Si wiwin sekarang berdiri di depan kami (kami berempat sedang duduk menggelosor
di karpet, di depan TV). Dia memandang kami berganti-ganti dengan mata yang
nakal.
”Teruuss.., bagaimana ini? Mas mau sebatas mimpi apa mau direalisasikan? Wiwin
mau loh!”, dia berkata dengan serius.
Dia menggoyang-goyangkan badannya mengikuti lagu dangdut dari TV, membuat buah
dadanya yang super besar bergerak-gerak menggairahkan.
Aku yang pertama mencoba sadar.
”Udahanlah Win. Ini cuman bercanda kok. Lagian kamu lagi sakit, jangan pikir
yang macem-macem deh. Gih sono kamu mandi dulu.”
Kamar mandi kami memang cuma satu, jadi kami selalu antre mandi kalau pagi.
Tetapi si Wiwin malah membelalakkan matanya yang indah.
”Wii.., emangnya Mas Nano kira gua bercanda? Ini bener nih! Wiwin pingin dan
mau!“.
Dan tanpa diduga oleh kami semua, dengan cepat Wiwin meraih tali dasternya dan
sekali sentak menariknya. Daster itu dalam sekejap jatuh ke lantai.
Kini, Wiwin telah berdiri telanjang bulat di depan kami. Ternyata dia tidak
memakai baju dalam apapun. Dengan bebas kami melihat tubuhnya yang sangat
bahenol, buah dadanya yang berukuran 36 D tergantung bebas dengan puting
cokelat kemerahan. Meskipun sangat besar, buah dada itu tampak tidak melorot
meskipun tidak disangga bra. Perutnya yang putih mulus, pahanya yang jenjang,
dan sekumpulan bulu lebat yang menutupi selangkangannya. Bulu-bulu itu lebat
sekali, sehingga aku tidak bisa melihat belahan kemaluannya sama sekali. Aku
menelan ludah. Ini mimpi apa beneran?
Wiwin berdiri dengan tetap memutar mutar badannya pelan ke kanan kiri,
mengikuti musik di televisi.
”Hayooo.., Wiwin sudah siap nih. Lihat dong badan Wiwin, nggak usah dibawa ke
mimpi segala macam. Mas-Mas kan tiap hari melotot melihat Wiwin kan? Nih dia,
sekarang Wiwin kasih gratis buat Mas-Mas.”

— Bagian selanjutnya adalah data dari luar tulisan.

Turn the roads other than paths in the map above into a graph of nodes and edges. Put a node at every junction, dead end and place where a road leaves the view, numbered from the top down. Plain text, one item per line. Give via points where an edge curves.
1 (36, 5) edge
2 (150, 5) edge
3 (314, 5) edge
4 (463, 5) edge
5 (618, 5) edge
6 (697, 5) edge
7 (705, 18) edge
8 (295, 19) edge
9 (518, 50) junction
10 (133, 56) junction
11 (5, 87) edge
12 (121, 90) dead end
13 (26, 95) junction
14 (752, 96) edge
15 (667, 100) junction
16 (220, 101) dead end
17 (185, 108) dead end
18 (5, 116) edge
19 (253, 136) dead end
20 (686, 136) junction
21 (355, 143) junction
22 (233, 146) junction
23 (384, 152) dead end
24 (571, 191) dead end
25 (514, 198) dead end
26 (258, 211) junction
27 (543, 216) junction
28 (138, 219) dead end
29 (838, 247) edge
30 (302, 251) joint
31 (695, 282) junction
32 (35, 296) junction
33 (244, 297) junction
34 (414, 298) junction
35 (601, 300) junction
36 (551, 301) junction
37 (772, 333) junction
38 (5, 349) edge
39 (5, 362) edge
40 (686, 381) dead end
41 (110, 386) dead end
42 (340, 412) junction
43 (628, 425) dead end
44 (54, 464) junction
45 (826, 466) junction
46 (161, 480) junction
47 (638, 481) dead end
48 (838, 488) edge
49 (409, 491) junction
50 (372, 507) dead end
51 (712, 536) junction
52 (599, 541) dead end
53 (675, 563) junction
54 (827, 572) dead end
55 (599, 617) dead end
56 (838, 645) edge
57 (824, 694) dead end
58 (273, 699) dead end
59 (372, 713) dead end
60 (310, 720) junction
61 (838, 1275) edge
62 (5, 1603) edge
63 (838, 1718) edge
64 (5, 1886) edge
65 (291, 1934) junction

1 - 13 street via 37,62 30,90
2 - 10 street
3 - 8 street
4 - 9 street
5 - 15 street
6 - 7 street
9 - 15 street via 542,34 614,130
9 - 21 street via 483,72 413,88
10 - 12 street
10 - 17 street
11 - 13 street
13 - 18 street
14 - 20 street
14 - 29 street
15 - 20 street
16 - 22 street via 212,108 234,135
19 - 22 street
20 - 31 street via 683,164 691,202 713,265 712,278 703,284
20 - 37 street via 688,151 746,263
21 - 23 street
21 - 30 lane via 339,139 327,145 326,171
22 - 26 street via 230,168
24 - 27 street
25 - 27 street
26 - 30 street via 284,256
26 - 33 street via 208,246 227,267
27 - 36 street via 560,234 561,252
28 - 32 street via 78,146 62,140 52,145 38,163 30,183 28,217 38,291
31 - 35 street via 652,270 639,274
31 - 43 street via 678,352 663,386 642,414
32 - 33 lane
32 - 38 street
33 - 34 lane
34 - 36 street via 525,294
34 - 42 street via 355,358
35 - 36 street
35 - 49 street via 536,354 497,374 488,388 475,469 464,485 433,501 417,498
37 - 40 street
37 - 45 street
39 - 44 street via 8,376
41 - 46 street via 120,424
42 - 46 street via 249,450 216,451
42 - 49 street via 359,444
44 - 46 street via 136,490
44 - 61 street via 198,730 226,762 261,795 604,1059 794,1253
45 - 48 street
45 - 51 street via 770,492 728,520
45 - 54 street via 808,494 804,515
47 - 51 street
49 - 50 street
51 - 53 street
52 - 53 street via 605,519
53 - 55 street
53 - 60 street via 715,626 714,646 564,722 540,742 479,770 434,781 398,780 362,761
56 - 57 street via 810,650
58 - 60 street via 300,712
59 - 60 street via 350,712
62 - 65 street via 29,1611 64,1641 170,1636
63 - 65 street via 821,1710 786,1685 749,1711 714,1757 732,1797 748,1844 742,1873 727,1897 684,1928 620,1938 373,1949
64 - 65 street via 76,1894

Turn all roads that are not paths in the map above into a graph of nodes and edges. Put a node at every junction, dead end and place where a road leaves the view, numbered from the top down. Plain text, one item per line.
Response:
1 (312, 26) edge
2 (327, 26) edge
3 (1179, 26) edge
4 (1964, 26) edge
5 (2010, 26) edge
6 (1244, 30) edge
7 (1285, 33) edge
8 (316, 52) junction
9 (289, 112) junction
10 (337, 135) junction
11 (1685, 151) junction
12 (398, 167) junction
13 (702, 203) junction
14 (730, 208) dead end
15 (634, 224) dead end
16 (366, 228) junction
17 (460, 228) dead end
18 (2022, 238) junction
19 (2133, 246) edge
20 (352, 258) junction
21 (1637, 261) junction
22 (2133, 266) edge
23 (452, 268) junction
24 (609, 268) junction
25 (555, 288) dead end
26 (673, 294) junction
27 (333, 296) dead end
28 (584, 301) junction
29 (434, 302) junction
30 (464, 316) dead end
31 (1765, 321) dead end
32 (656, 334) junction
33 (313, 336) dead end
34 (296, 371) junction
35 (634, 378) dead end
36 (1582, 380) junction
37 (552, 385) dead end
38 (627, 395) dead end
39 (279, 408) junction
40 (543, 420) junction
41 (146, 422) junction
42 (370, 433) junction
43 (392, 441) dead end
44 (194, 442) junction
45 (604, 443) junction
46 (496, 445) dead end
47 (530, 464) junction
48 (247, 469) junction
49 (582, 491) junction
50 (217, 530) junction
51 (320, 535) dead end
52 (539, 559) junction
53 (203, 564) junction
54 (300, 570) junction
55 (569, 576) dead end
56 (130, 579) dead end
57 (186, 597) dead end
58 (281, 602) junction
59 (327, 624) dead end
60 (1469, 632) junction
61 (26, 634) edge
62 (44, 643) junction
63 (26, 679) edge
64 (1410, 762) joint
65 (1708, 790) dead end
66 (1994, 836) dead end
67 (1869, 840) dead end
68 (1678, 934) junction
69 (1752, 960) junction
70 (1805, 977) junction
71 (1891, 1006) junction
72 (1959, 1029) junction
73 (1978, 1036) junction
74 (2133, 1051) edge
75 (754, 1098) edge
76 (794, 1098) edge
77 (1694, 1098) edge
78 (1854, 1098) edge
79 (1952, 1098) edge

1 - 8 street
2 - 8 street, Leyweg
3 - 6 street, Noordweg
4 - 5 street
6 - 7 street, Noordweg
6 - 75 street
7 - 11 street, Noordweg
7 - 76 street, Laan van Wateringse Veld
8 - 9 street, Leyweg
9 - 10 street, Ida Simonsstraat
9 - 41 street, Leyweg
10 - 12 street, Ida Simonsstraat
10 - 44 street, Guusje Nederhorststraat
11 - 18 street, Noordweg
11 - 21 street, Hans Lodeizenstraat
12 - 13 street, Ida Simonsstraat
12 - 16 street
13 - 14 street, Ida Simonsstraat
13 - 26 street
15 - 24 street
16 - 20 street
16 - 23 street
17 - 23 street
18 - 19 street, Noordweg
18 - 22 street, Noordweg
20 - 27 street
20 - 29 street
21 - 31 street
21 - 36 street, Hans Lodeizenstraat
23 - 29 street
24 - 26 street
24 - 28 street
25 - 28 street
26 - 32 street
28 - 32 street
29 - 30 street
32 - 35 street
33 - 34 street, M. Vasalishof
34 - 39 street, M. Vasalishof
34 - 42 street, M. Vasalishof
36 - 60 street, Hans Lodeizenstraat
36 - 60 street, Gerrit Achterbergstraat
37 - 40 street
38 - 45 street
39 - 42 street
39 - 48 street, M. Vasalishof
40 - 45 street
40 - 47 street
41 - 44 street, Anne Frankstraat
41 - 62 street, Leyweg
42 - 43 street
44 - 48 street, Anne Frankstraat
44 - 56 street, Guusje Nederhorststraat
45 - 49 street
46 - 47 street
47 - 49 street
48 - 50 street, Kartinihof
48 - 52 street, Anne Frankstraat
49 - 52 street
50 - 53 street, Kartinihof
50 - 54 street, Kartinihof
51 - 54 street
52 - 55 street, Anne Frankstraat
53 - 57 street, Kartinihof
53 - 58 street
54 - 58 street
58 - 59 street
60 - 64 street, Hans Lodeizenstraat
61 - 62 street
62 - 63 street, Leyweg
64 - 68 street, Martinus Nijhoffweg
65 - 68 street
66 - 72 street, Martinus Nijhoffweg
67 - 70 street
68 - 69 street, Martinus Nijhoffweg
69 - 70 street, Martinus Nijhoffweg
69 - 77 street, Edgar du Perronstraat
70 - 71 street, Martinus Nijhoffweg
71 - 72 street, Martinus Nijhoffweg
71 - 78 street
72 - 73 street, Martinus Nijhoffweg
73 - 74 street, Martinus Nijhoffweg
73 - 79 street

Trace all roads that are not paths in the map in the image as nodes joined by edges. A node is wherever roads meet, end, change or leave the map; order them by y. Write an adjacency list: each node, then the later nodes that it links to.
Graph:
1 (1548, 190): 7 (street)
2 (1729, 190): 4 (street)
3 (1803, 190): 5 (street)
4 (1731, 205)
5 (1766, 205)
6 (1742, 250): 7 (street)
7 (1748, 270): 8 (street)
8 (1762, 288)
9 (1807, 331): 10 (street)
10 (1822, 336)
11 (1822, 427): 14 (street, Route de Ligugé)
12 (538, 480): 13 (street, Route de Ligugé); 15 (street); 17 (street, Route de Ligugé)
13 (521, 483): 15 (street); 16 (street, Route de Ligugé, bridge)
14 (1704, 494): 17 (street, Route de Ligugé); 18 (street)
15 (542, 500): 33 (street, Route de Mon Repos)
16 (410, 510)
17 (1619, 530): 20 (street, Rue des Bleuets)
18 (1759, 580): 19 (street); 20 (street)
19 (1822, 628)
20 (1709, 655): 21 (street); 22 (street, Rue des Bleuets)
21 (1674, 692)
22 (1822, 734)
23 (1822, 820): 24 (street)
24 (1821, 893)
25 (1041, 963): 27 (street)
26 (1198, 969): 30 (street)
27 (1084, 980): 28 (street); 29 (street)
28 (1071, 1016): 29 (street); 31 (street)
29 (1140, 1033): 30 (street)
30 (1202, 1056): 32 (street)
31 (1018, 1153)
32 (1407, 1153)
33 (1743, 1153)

Dan sambil berbicara dia mulai melenggak-lenggok, seperti penari striptease
(tukang kelayapan macam dia pasti sudah tahu, apa malah dia pernah melakukan?).
Kedua tangannya menelusuri tubuhnya sendiri, dan meremas-remas buah dadanya
yang menggelembung. Disangganya buah dadanya dengan telapak tangannya, dan
dengan gerakan menggoda mendekatkan buah dadanya ke wajahku.
”Niih Mas Nano, nikmati deh..., ayoo, nggak usah malu-malu”.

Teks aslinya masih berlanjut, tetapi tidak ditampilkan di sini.